[Saved data entries]
>>

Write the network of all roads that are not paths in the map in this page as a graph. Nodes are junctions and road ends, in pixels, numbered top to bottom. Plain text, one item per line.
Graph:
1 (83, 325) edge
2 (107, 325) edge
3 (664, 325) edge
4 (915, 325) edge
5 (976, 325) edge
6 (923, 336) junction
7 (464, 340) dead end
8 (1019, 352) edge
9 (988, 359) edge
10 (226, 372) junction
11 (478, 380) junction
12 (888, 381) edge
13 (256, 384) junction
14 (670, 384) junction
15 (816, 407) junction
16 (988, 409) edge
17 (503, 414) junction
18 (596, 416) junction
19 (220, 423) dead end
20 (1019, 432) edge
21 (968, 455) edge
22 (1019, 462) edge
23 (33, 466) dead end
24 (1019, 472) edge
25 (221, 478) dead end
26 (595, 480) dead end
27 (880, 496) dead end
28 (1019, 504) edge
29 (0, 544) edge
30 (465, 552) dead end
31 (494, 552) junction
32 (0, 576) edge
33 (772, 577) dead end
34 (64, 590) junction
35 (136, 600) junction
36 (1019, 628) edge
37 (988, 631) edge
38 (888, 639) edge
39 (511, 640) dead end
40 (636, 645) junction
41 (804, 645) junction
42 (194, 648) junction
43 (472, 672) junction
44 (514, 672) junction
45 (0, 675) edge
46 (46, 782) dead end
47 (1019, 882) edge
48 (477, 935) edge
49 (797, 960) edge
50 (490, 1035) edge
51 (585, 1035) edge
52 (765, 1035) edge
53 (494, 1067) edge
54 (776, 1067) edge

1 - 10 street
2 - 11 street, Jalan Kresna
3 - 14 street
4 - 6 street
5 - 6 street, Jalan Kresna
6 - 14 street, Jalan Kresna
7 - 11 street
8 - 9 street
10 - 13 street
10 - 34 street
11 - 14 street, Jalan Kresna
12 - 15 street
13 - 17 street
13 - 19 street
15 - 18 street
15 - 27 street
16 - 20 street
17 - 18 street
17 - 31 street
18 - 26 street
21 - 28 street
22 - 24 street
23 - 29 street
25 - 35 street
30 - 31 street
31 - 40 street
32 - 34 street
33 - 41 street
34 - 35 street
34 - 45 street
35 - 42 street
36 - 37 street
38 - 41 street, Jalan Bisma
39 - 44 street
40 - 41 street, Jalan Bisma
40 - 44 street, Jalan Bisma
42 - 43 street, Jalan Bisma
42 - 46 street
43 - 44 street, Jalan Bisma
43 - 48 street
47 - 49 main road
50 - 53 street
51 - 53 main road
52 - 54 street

<<

> The task
Without leaving anything out, transcribe the records above exactly.

> Result of the exercise
Write the network of all roads that are not paths in the map in this page as a graph. Nodes are junctions and road ends, in pixels, numbered top to bottom. Plain text, one item per line.
Graph:
1 (83, 325) edge
2 (107, 325) edge
3 (664, 325) edge
4 (915, 325) edge
5 (976, 325) edge
6 (923, 336) junction
7 (464, 340) dead end
8 (1019, 352) edge
9 (988, 359) edge
10 (226, 372) junction
11 (478, 380) junction
12 (888, 381) edge
13 (256, 384) junction
14 (670, 384) junction
15 (816, 407) junction
16 (988, 409) edge
17 (503, 414) junction
18 (596, 416) junction
19 (220, 423) dead end
20 (1019, 432) edge
21 (968, 455) edge
22 (1019, 462) edge
23 (33, 466) dead end
24 (1019, 472) edge
25 (221, 478) dead end
26 (595, 480) dead end
27 (880, 496) dead end
28 (1019, 504) edge
29 (0, 544) edge
30 (465, 552) dead end
31 (494, 552) junction
32 (0, 576) edge
33 (772, 577) dead end
34 (64, 590) junction
35 (136, 600) junction
36 (1019, 628) edge
37 (988, 631) edge
38 (888, 639) edge
39 (511, 640) dead end
40 (636, 645) junction
41 (804, 645) junction
42 (194, 648) junction
43 (472, 672) junction
44 (514, 672) junction
45 (0, 675) edge
46 (46, 782) dead end
47 (1019, 882) edge
48 (477, 935) edge
49 (797, 960) edge
50 (490, 1035) edge
51 (585, 1035) edge
52 (765, 1035) edge
53 (494, 1067) edge
54 (776, 1067) edge

1 - 10 street
2 - 11 street, Jalan Kresna
3 - 14 street
4 - 6 street
5 - 6 street, Jalan Kresna
6 - 14 street, Jalan Kresna
7 - 11 street
8 - 9 street
10 - 13 street
10 - 34 street
11 - 14 street, Jalan Kresna
12 - 15 street
13 - 17 street
13 - 19 street
15 - 18 street
15 - 27 street
16 - 20 street
17 - 18 street
17 - 31 street
18 - 26 street
21 - 28 street
22 - 24 street
23 - 29 street
25 - 35 street
30 - 31 street
31 - 40 street
32 - 34 street
33 - 41 street
34 - 35 street
34 - 45 street
35 - 42 street
36 - 37 street
38 - 41 street, Jalan Bisma
39 - 44 street
40 - 41 street, Jalan Bisma
40 - 44 street, Jalan Bisma
42 - 43 street, Jalan Bisma
42 - 46 street
43 - 44 street, Jalan Bisma
43 - 48 street
47 - 49 main road
50 - 53 street
51 - 53 main road
52 - 54 street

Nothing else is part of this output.